Valerie Keating Bond, from Cork, worked with the team headed by landscape designers Adam Hunt and Lulu Urquhart, to build their Rewilding Britain garden, which was also named best in show. It is the second year in a row that first-time designers have taken the show's top prize.
“It felt like I was in a Salvadore Dali painting when it was announced – it just felt so surreal. But my heart was so full of pride for the whole team,” Valerie said.
“We were all insanely passionate and we were worried for a while that we were focused too much on the detail but in the end it all came together and we didn’t lose any points on the garden, which is phenomenal.”

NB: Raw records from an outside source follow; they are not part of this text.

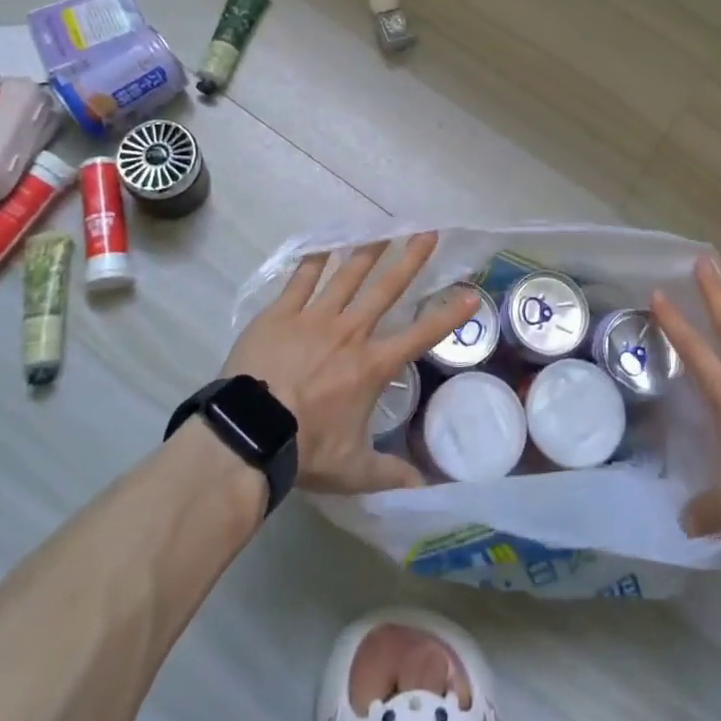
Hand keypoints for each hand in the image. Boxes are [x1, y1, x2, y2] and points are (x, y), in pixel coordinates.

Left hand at [221, 233, 474, 493]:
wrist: (249, 434)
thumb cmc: (305, 449)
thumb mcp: (353, 469)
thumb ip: (390, 475)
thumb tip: (425, 492)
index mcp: (372, 365)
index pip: (420, 336)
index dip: (448, 315)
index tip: (470, 294)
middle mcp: (350, 332)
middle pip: (386, 289)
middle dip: (410, 259)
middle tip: (427, 232)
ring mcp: (314, 318)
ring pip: (347, 275)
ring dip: (367, 251)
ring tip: (384, 228)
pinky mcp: (281, 313)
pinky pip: (301, 279)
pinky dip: (315, 260)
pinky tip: (324, 242)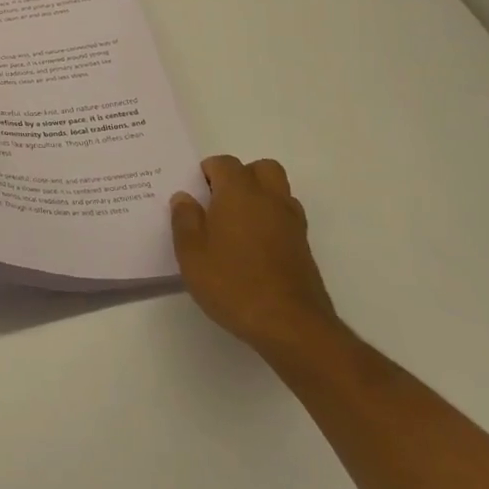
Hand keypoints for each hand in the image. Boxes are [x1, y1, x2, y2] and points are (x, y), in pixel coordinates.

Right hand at [171, 155, 341, 359]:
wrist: (290, 325)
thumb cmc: (232, 283)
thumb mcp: (191, 253)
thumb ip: (184, 219)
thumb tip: (184, 197)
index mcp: (239, 192)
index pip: (224, 163)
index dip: (207, 172)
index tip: (195, 194)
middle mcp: (270, 199)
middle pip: (261, 168)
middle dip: (241, 177)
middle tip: (219, 202)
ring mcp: (292, 223)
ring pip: (278, 191)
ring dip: (260, 197)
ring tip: (237, 224)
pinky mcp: (303, 247)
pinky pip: (286, 217)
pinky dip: (271, 221)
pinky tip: (254, 247)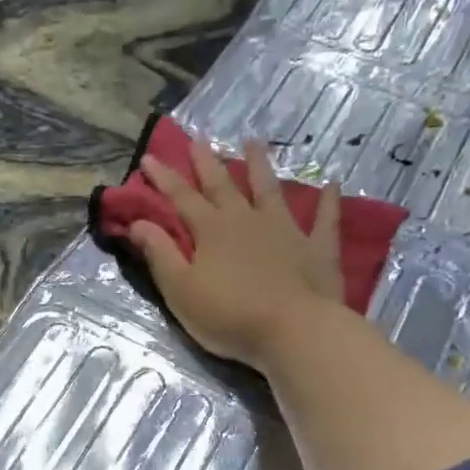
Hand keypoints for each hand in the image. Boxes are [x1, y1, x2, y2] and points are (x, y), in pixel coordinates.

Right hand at [131, 139, 342, 370]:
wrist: (293, 331)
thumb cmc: (229, 315)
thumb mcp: (181, 290)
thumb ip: (160, 254)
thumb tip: (137, 222)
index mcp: (211, 231)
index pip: (181, 198)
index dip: (164, 178)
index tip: (149, 157)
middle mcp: (247, 220)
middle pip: (223, 186)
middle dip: (207, 163)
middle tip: (198, 138)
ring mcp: (286, 230)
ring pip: (269, 190)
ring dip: (260, 166)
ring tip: (253, 142)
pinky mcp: (318, 248)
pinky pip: (324, 219)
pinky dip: (328, 201)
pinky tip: (332, 184)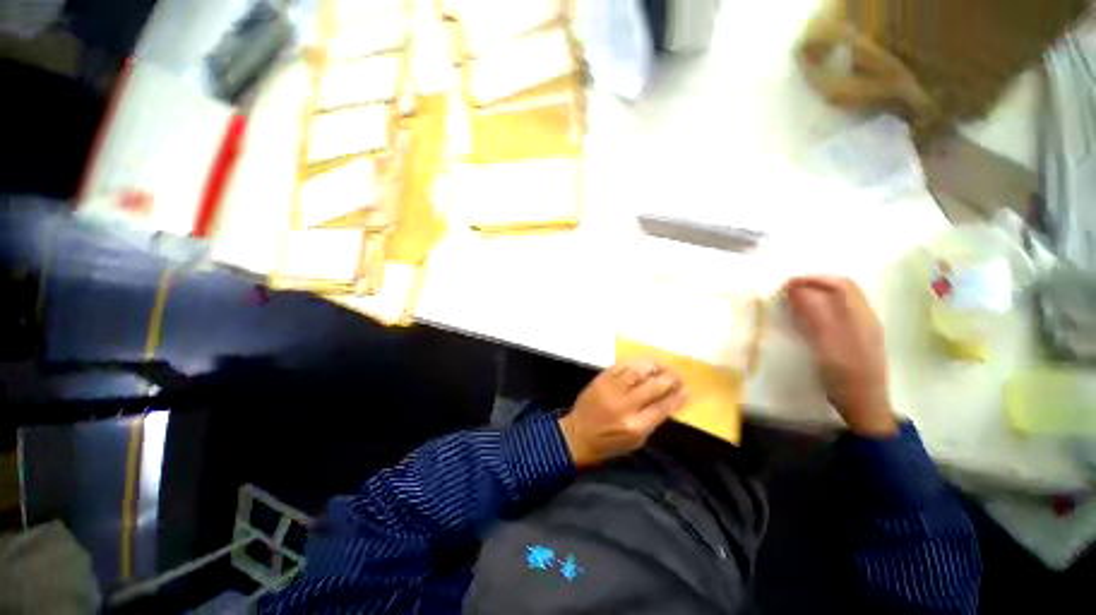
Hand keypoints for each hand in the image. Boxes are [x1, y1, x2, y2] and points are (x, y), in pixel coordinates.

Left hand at [559, 359, 686, 467]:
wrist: (578, 434)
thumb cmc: (609, 443)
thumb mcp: (636, 441)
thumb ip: (652, 420)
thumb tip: (669, 400)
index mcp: (636, 425)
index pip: (663, 406)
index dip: (677, 396)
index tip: (686, 390)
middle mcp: (625, 405)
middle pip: (654, 386)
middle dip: (670, 378)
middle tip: (677, 376)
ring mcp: (611, 389)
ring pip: (638, 371)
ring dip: (654, 366)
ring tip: (662, 366)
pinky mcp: (601, 379)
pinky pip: (621, 366)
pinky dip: (635, 362)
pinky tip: (643, 363)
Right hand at [784, 276, 897, 436]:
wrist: (864, 405)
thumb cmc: (845, 376)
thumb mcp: (827, 345)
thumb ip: (814, 314)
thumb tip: (796, 289)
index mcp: (861, 317)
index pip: (839, 284)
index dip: (812, 279)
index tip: (785, 286)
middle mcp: (864, 317)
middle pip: (841, 288)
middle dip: (812, 285)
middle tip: (785, 293)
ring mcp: (861, 327)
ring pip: (838, 300)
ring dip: (814, 295)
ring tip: (791, 302)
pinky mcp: (855, 337)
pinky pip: (836, 313)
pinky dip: (818, 308)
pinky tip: (805, 318)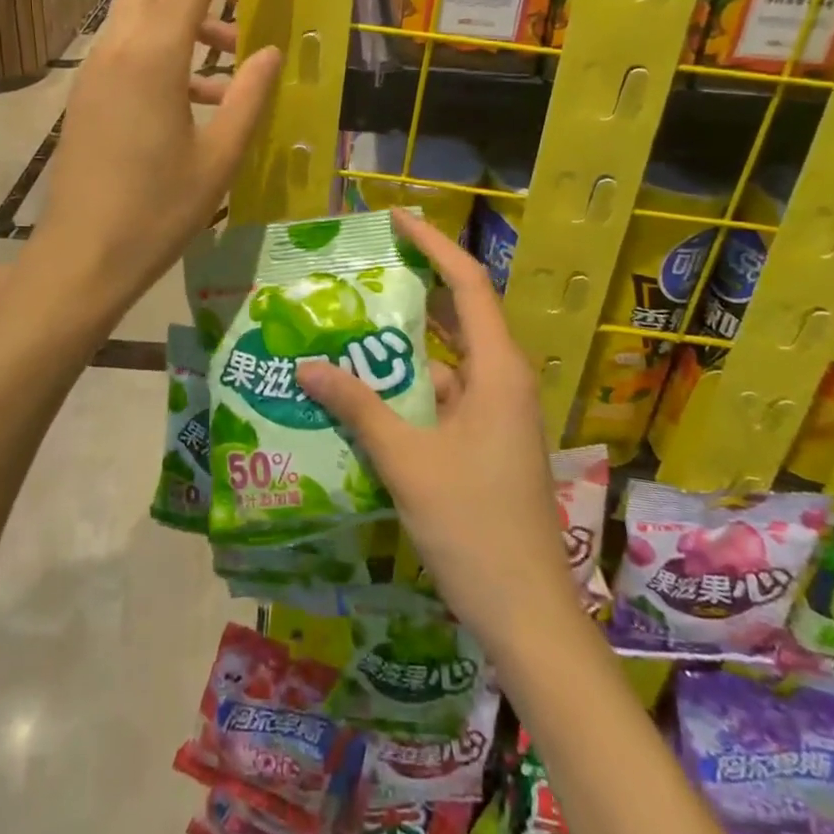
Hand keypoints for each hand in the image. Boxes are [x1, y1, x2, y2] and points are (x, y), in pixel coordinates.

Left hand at [27, 0, 288, 324]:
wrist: (82, 258)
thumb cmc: (157, 212)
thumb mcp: (220, 157)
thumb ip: (250, 95)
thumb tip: (269, 51)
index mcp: (152, 55)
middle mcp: (116, 46)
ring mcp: (95, 67)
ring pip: (141, 5)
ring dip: (189, 13)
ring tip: (234, 59)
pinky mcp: (88, 91)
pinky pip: (131, 44)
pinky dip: (168, 46)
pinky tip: (203, 95)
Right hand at [296, 211, 574, 651]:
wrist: (527, 615)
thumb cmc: (472, 526)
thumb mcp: (407, 460)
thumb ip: (357, 407)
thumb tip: (306, 365)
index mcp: (497, 370)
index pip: (467, 284)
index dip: (433, 245)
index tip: (397, 218)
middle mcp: (502, 381)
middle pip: (457, 317)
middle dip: (411, 292)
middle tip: (360, 273)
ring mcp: (496, 415)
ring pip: (445, 364)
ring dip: (401, 351)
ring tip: (346, 332)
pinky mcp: (487, 444)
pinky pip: (443, 399)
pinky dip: (408, 392)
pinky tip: (364, 397)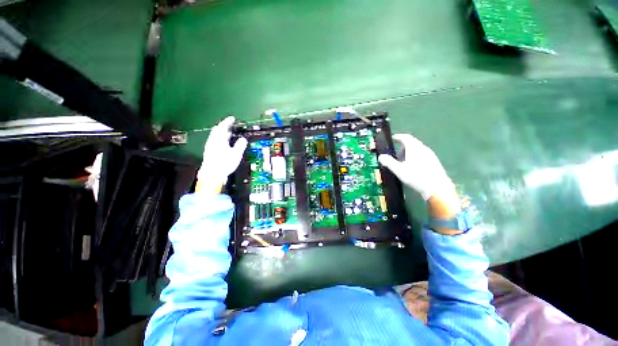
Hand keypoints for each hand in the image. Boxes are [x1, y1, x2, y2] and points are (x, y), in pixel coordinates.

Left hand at [196, 116, 247, 193]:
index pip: (223, 127)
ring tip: (229, 133)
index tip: (232, 118)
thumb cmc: (224, 163)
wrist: (212, 174)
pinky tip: (224, 143)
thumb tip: (243, 139)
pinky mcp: (209, 152)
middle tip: (230, 125)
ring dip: (222, 133)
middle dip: (224, 126)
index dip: (228, 121)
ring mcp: (210, 146)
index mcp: (219, 139)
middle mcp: (213, 141)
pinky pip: (215, 141)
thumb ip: (240, 145)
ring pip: (215, 136)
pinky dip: (220, 139)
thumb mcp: (236, 154)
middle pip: (217, 130)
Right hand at [378, 134, 453, 200]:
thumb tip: (381, 156)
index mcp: (414, 148)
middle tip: (396, 152)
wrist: (437, 187)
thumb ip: (389, 162)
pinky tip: (413, 166)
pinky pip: (422, 154)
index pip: (406, 137)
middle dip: (403, 145)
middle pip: (412, 142)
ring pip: (418, 149)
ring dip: (410, 151)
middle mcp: (423, 149)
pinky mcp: (434, 161)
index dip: (398, 137)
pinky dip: (416, 156)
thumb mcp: (399, 170)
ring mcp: (430, 155)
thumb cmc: (416, 177)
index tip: (393, 138)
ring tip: (403, 160)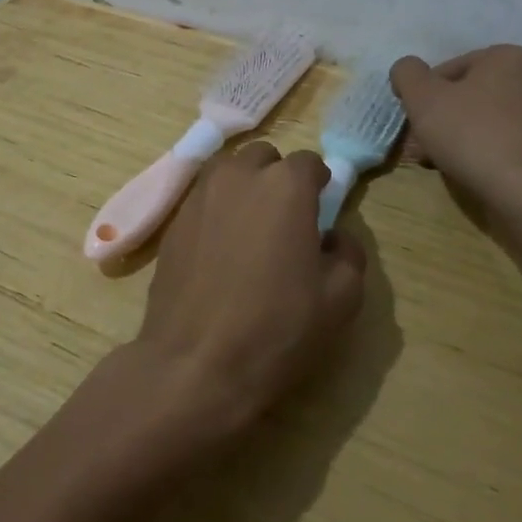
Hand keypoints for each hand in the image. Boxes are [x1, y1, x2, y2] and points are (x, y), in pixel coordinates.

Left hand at [136, 142, 365, 435]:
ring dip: (244, 186)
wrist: (196, 363)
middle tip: (285, 219)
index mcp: (285, 185)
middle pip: (265, 159)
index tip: (321, 210)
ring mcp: (199, 195)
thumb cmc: (277, 328)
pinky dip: (217, 209)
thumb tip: (331, 236)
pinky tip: (220, 247)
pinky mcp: (173, 221)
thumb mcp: (341, 298)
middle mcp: (239, 176)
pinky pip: (203, 199)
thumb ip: (348, 253)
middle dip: (278, 178)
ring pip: (228, 171)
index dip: (319, 184)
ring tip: (250, 227)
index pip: (310, 163)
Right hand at [390, 47, 521, 206]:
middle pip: (470, 96)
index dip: (424, 95)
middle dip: (442, 119)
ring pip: (487, 120)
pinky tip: (468, 172)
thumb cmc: (472, 134)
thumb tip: (407, 70)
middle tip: (421, 145)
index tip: (414, 121)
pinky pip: (507, 142)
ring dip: (460, 137)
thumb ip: (407, 73)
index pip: (451, 69)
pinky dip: (485, 152)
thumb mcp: (422, 97)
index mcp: (508, 57)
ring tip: (439, 162)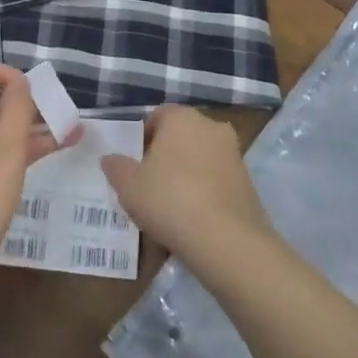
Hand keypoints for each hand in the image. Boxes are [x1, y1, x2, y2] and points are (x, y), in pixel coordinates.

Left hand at [0, 62, 76, 283]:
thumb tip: (20, 83)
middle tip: (57, 113)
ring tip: (67, 135)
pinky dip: (11, 154)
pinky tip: (43, 160)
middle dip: (22, 106)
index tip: (31, 89)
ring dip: (24, 131)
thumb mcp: (7, 148)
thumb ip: (17, 109)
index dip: (3, 72)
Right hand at [100, 104, 271, 266]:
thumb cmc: (169, 199)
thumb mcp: (128, 185)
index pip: (157, 117)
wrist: (226, 240)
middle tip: (149, 186)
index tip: (134, 165)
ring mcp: (234, 154)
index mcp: (182, 118)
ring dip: (186, 177)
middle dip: (165, 158)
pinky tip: (192, 222)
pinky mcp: (248, 183)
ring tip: (169, 209)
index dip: (142, 140)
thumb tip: (110, 159)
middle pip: (180, 138)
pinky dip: (204, 195)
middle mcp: (211, 127)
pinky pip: (216, 183)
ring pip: (200, 161)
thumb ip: (116, 167)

The garden design aims to show people how nature can re-establish itself with the help of a keystone species like the beaver.
The garden features a pool with a very real-looking beaver lodge and dam and streams running down through a wetland meadow setting.
It is planted with swaying willows and scented wildflowers, grasses and marginal plants thronging the edges of the pool and stream.
It was among 39 gardens judged at this year's Chelsea Flower Show. Following a rigorous judging process, RHS judges named it Best in Show.
RHS chair of judges, James Alexander-Sinclair said: “In the end, all the judges were captivated by the skill, endeavour and charm of A Rewilding Britain Landscape – every step is exquisite.”
Valerie said the judges' decision to pick this design as the winner sends a strong message to the world that change is needed and is possible.
“The world just can’t keep functioning the way it is,” she said. “We need to change radically, and to create change we need to change the mindset and this garden shows that rewilding can be trendy, that you can do something different, draw people in with nature, and that with native and naturalistic planting, you can create something beautiful.”
Meanwhile, Cork County Council has unveiled a pilot programme to support 'the greening of festivals' across the county.
Festival organisers involved in the Youghal Medieval Festival, Clonakilty International Guitar Festival and Timoleague Harvest Festival have signed up for the pilot which, it's hoped, will help organisers reduce waste at the events, and meet sustainability goals.
The programme, which will include training workshops, virtual support sessions and in-person support at each of the festivals, should help them reduce single use plastic, and support the introduction of electronic ticketing and online promotional materials to reduce paper consumption.
The council supports over 60 festivals annually.
County Mayor Gillian Coughlan said this programme will yield positive results for the environment.
"There is also opportunity for the festivals involved in this pilot programme to share their experiences, grow their support network and develop best practises for more sustainable events long into the future,” she said.